╭──

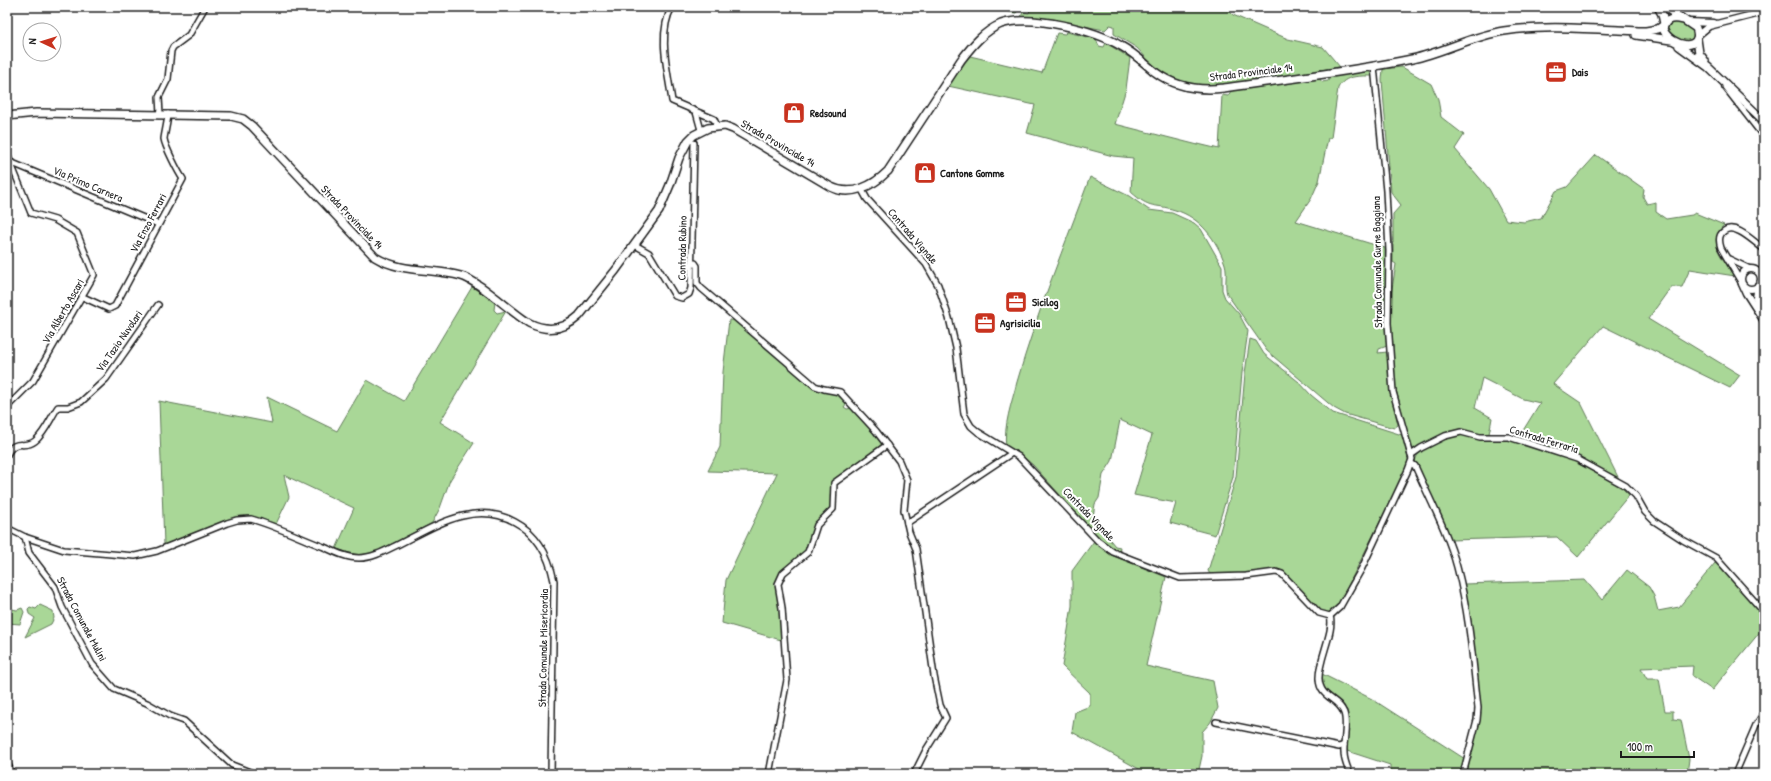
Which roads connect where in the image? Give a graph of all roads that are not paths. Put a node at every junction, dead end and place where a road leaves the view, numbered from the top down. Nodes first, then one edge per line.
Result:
1 (204, 7) edge
2 (672, 7) edge
3 (1658, 7) edge
4 (1665, 7) edge
5 (1764, 12) edge
6 (1686, 21) junction
7 (1724, 22) junction
8 (1664, 24) junction
9 (1592, 29) junction
10 (1697, 37) junction
11 (1673, 41) junction
12 (1374, 66) junction
13 (1708, 67) junction
14 (1715, 73) junction
15 (696, 112) junction
16 (160, 114) junction
17 (168, 114) junction
18 (7, 116) edge
19 (1764, 121) edge
20 (717, 126) junction
21 (702, 130) junction
22 (1764, 137) edge
23 (694, 143) dead end
24 (7, 154) edge
25 (10, 162) junction
26 (861, 188) junction
27 (158, 224) junction
28 (635, 245) junction
29 (1764, 249) edge
30 (1728, 259) junction
31 (692, 263) junction
32 (1751, 269) junction
33 (1764, 269) edge
34 (1742, 282) junction
35 (1760, 283) edge
36 (83, 297) junction
37 (158, 305) dead end
38 (1759, 313) junction
39 (1764, 321) edge
40 (7, 407) edge
41 (887, 444) junction
42 (1012, 453) junction
43 (7, 455) edge
44 (1411, 455) junction
45 (1411, 463) junction
46 (907, 523) junction
47 (7, 528) edge
48 (25, 537) junction
49 (1764, 612) edge
50 (1330, 616) junction
51 (1764, 714) edge
52 (1216, 722) dead end
53 (1344, 746) junction
54 (7, 762) edge
55 (12, 774) edge
56 (255, 774) edge
57 (551, 774) edge
58 (769, 774) edge
59 (914, 774) edge
60 (1350, 774) edge
61 (1463, 774) edge
62 (1736, 774) edge

1 - 16 street
2 - 15 street
3 - 8 main road
4 - 6 main road
5 - 7 street
6 - 7 street
6 - 8 main road
6 - 10 main road
7 - 10 street
8 - 9 main road
8 - 11 main road
9 - 11 main road
9 - 12 main road, Strada Provinciale 14
10 - 11 main road
10 - 13 main road
11 - 13 main road
12 - 26 main road, Strada Provinciale 14
12 - 44 street, Strada Comunale Gurne Baggiana
13 - 14 main road
14 - 19 main road
14 - 22 street
15 - 20 street
15 - 21 street
16 - 17 main road, Strada Provinciale 14
16 - 18 main road, Strada Provinciale 14
17 - 27 street, Via Enzo Ferrari
17 - 28 main road, Strada Provinciale 14
20 - 21 main road, Strada Provinciale 14
20 - 26 main road, Strada Provinciale 14
21 - 28 main road, Strada Provinciale 14
23 - 31 street, Contrada Rubino
24 - 25 street, Via Alberto Ascari
25 - 27 street, Via Primo Carnera
25 - 36 street, Via Alberto Ascari
26 - 42 street, Contrada Vignale
27 - 36 street, Via Enzo Ferrari
28 - 31 street, Contrada Rubino
29 - 30 street
30 - 32 street
30 - 34 street
31 - 41 street
32 - 33 street
32 - 34 street
32 - 35 street
34 - 35 street
34 - 38 street
35 - 38 street
36 - 40 street, Via Alberto Ascari
37 - 43 street, Via Tazio Nuvolari
38 - 39 street
41 - 46 street
41 - 58 street
42 - 46 street
42 - 50 street, Contrada Vignale
44 - 45 street
44 - 49 street, Contrada Ferraria
45 - 50 street
45 - 61 street
46 - 59 street
47 - 48 street, Strada Comunale Misericordia
48 - 56 street, Strada Comunale Mulini
48 - 57 street, Strada Comunale Misericordia
50 - 53 street
51 - 62 street
52 - 53 street
53 - 60 street
54 - 55 street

╰──

To answer, report how many lines of the listing contain the word "Vignale", as a number with nothing else.

• **Exercise output**:
2